Collected data
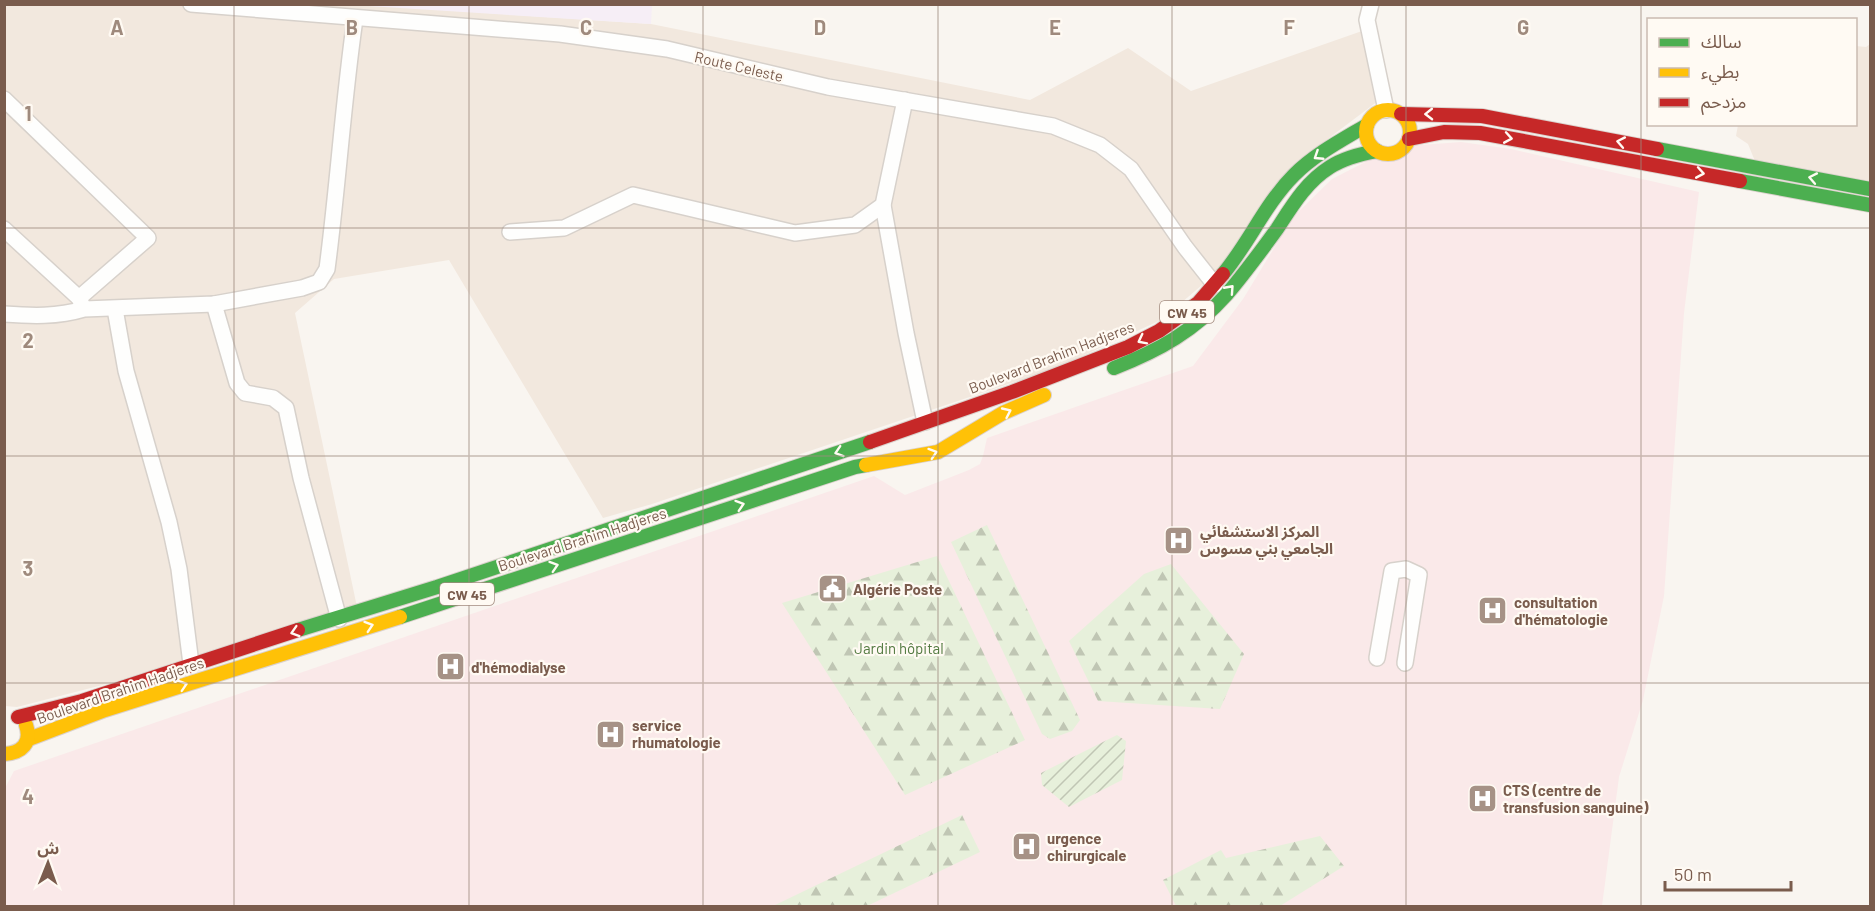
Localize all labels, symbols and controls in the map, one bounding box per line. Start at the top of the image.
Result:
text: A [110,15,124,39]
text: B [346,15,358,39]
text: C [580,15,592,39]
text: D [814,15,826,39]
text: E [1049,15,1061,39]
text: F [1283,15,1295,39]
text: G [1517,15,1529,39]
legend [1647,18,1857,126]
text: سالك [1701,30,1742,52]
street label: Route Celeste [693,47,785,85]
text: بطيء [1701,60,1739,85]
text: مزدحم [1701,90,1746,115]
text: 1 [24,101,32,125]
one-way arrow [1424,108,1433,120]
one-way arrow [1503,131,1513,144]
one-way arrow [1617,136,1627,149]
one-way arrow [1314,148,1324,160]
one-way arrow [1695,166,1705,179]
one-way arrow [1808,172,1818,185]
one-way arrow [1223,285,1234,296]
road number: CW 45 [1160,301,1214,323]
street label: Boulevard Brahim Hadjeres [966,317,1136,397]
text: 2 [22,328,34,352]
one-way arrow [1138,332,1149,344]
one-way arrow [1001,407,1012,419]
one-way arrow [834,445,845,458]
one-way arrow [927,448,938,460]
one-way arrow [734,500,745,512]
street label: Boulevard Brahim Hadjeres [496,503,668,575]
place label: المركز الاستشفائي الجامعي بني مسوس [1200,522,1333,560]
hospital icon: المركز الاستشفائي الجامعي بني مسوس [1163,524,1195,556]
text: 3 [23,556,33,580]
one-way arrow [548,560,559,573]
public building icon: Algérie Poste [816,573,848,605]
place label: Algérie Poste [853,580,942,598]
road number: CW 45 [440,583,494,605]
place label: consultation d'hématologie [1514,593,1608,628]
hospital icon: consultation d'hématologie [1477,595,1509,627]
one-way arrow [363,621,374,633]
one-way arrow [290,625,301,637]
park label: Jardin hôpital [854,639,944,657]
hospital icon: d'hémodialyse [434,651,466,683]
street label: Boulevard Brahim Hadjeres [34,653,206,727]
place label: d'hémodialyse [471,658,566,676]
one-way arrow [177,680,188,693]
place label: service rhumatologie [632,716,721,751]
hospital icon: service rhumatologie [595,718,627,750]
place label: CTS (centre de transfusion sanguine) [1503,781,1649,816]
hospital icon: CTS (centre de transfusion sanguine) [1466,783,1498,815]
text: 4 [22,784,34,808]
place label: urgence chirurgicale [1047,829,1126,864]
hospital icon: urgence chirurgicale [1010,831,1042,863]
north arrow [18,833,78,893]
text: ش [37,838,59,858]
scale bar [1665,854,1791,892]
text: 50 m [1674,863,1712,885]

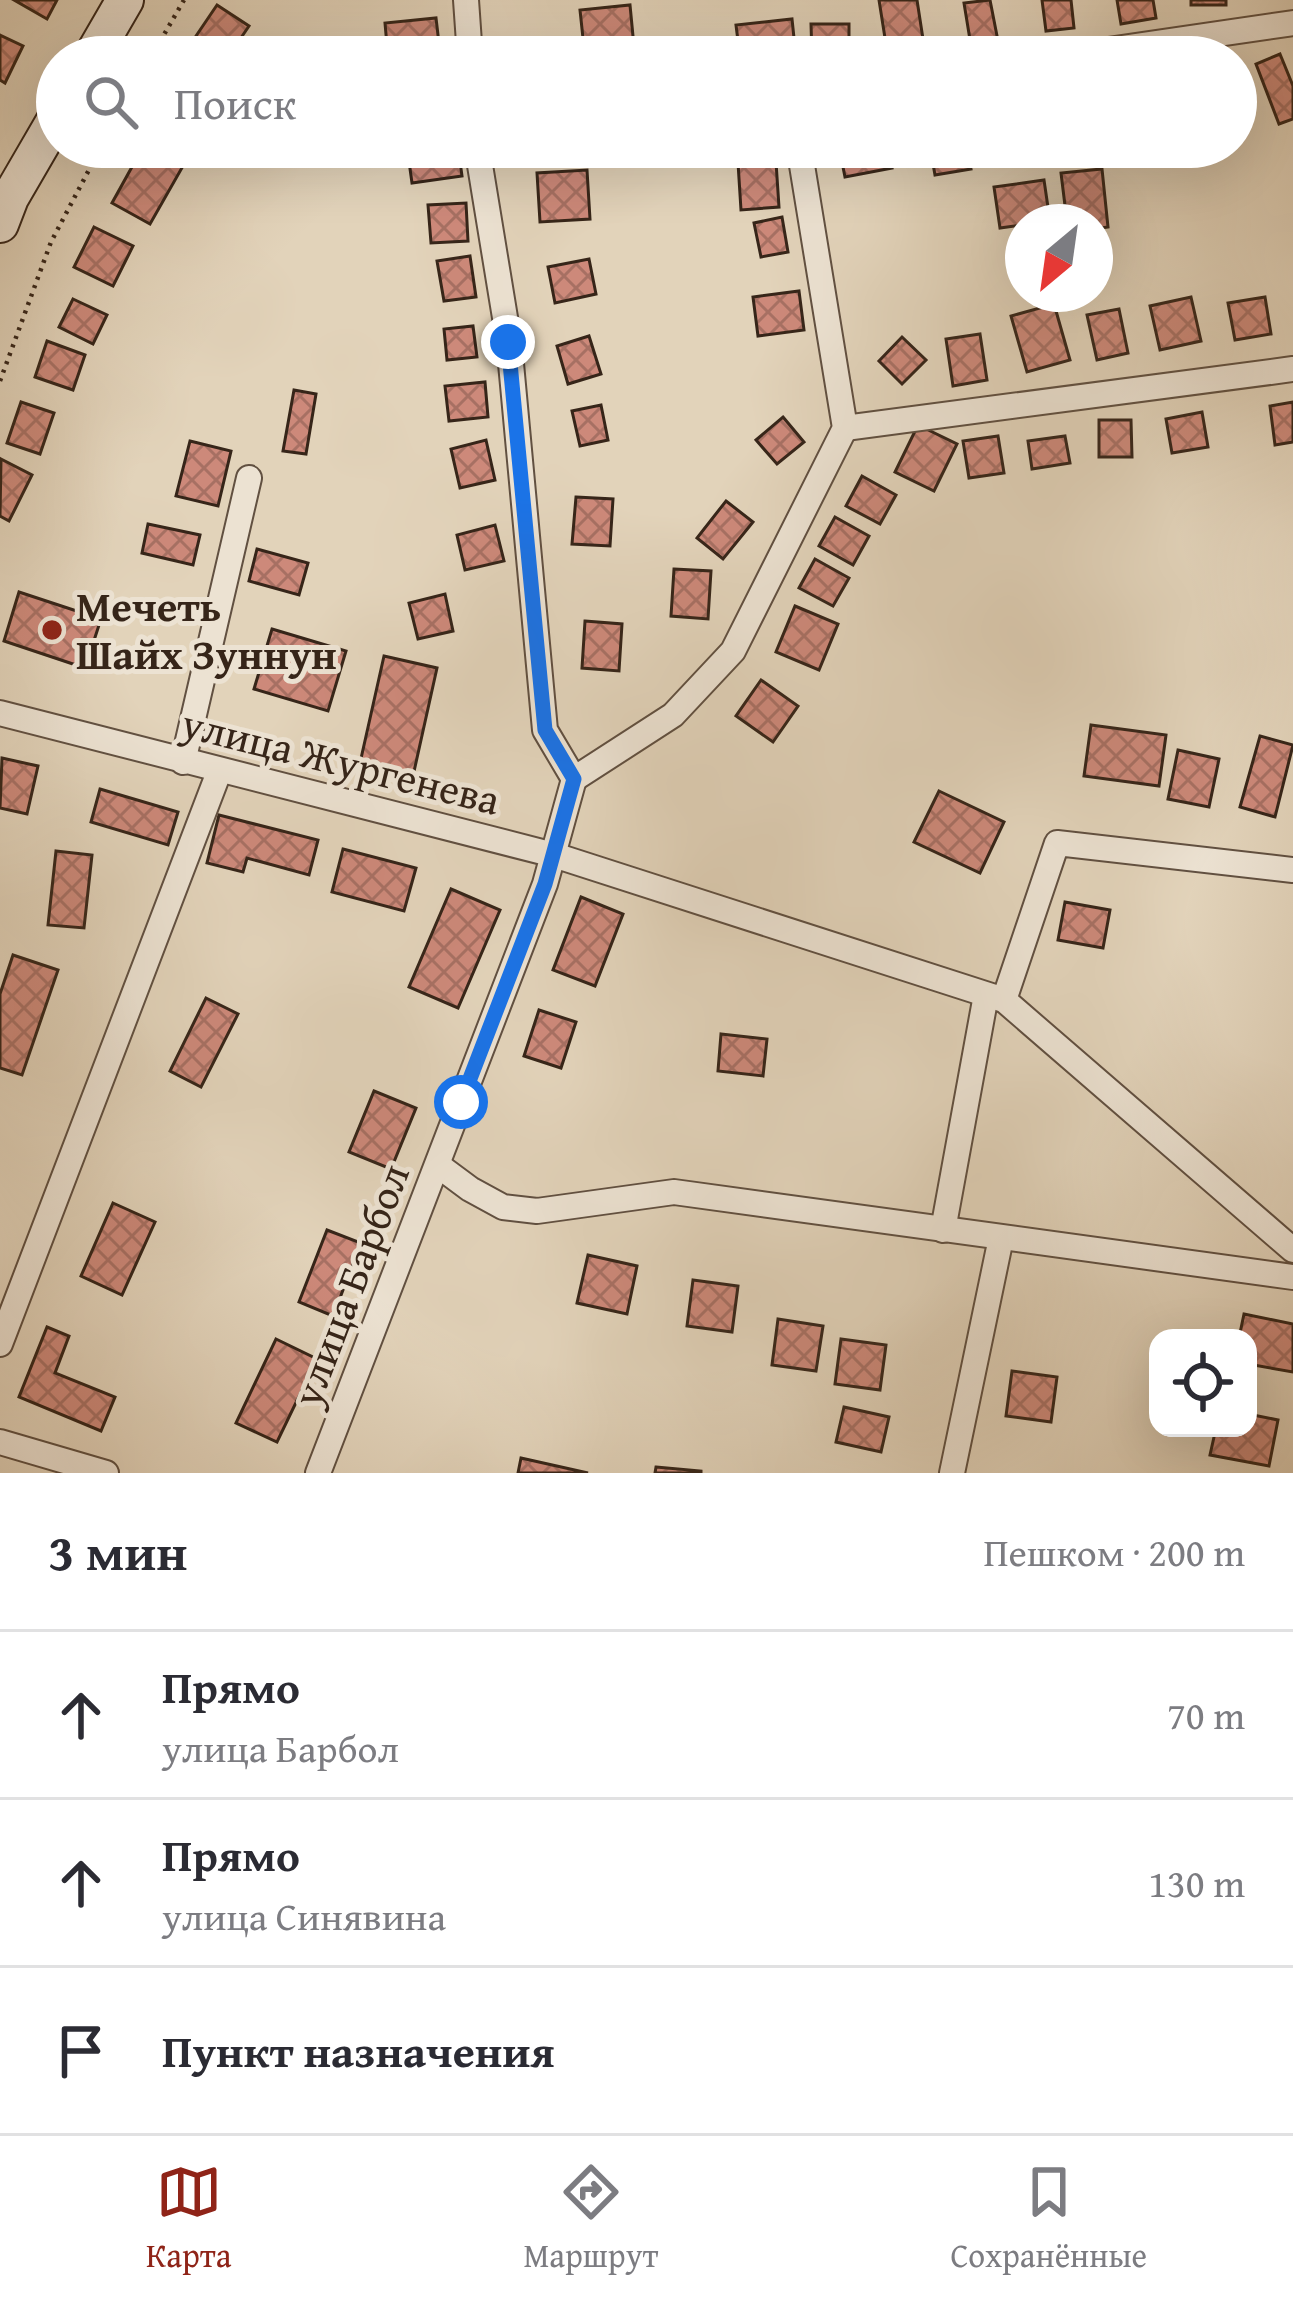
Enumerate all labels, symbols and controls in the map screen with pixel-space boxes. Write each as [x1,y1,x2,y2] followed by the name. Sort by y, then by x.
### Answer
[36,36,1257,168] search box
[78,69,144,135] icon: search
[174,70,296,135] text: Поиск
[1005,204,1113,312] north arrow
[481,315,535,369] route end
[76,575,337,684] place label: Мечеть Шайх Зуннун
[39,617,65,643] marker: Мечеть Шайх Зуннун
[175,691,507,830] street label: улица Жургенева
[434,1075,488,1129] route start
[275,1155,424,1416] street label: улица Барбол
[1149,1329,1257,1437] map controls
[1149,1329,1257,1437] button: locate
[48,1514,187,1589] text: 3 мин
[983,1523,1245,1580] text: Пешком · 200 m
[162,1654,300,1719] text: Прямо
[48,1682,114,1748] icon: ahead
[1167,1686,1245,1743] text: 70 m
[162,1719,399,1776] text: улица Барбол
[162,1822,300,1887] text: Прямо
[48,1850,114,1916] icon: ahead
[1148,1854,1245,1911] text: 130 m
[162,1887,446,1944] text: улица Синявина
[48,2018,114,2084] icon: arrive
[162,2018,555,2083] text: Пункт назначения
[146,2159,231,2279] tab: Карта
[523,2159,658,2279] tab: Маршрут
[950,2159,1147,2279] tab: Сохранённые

**ACTIVITY**. In the entries above, which lines hold the string "الاستشفائي"? Report all of them.

**ANSWER TO THE EXERCISE**.
place label: المركز الاستشفائي الجامعي بني مسوس [1200,522,1333,560]
hospital icon: المركز الاستشفائي الجامعي بني مسوس [1163,524,1195,556]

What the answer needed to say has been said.